(Beginning of DATA FOR THIS EXERCISE)
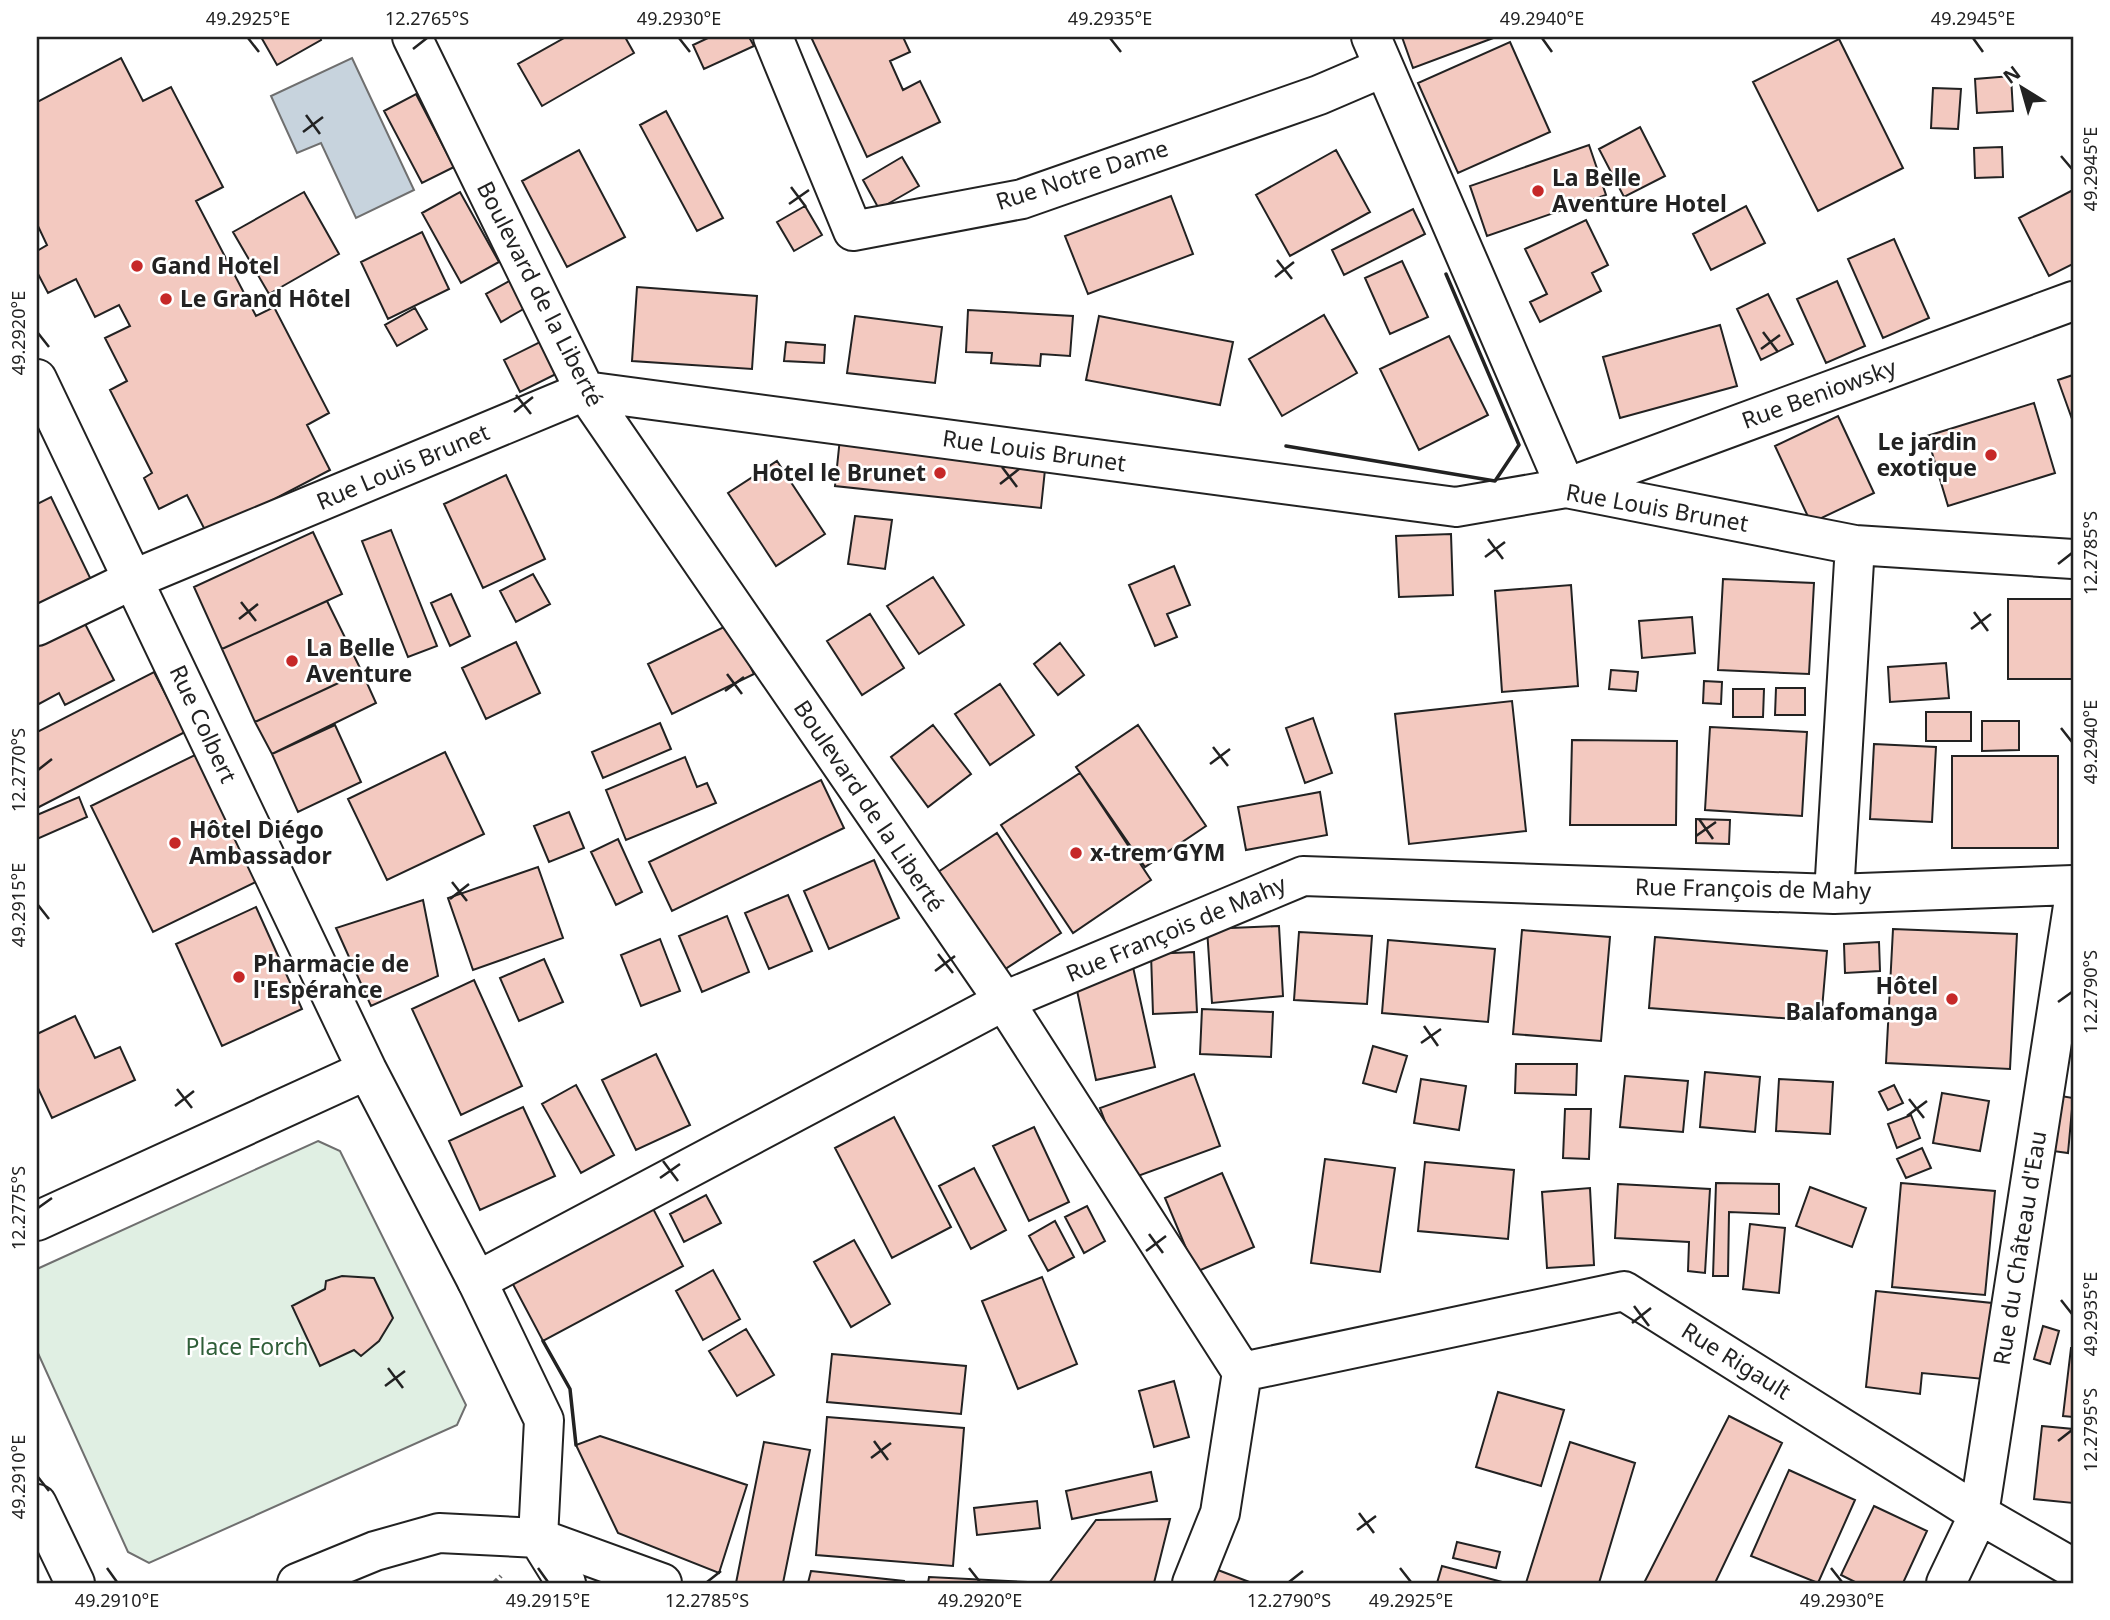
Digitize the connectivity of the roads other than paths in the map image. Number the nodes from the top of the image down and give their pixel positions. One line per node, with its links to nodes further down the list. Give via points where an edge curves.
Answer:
1 (412, 37): 6 (street, Boulevard de la Liberté)
2 (773, 37): 3 (street, Rue Notre Dame, via 853,231 1022,199 1319,95)
3 (1377, 52): 7 (street)
4 (2073, 301): 7 (street, Rue Beniowsky)
5 (37, 379): 10 (street, Rue Colbert)
6 (585, 391): 7 (street, Rue Louis Brunet, via 1456,507); 10 (street, Rue Louis Brunet); 15 (street, Boulevard de la Liberté)
7 (1566, 488): 8 (street, Rue Louis Brunet)
8 (1855, 545): 9 (street, Rue Louis Brunet); 13 (street)
9 (2073, 559)
10 (134, 579): 11 (street, Rue Louis Brunet); 16 (street, Rue Colbert)
11 (37, 626)
12 (2073, 885): 13 (street, Rue François de Mahy)
13 (1834, 894): 15 (street, Rue François de Mahy, via 1303,876)
14 (2073, 906): 21 (street, Rue du Château d'Eau)
15 (1004, 1001): 18 (street, Rue François de Mahy); 19 (street, Boulevard de la Liberté)
16 (368, 1070): 17 (street); 18 (street, Rue Colbert)
17 (37, 1222)
18 (477, 1281): 22 (street, Rue Colbert, via 544,1420)
19 (1242, 1372): 21 (street, Rue Rigault, via 1624,1291); 28 (street, via 1220,1513)
20 (37, 1504): 24 (street)
21 (1979, 1514): 23 (street, Rue Rigault); 29 (street, Rue du Château d'Eau)
22 (538, 1538): 25 (street, via 439,1533 375,1551); 26 (street); 27 (street)
23 (2073, 1569)
24 (75, 1583)
25 (297, 1583)
26 (566, 1583)
27 (662, 1583)
28 (1192, 1583)
29 (1946, 1583)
(End of DATA FOR THIS EXERCISE)
→ WORK TO BE COMPLETED:
The expected output is one number, the tally of lines above containing "Liberté".

→ EXERCISE RESPONSE:
3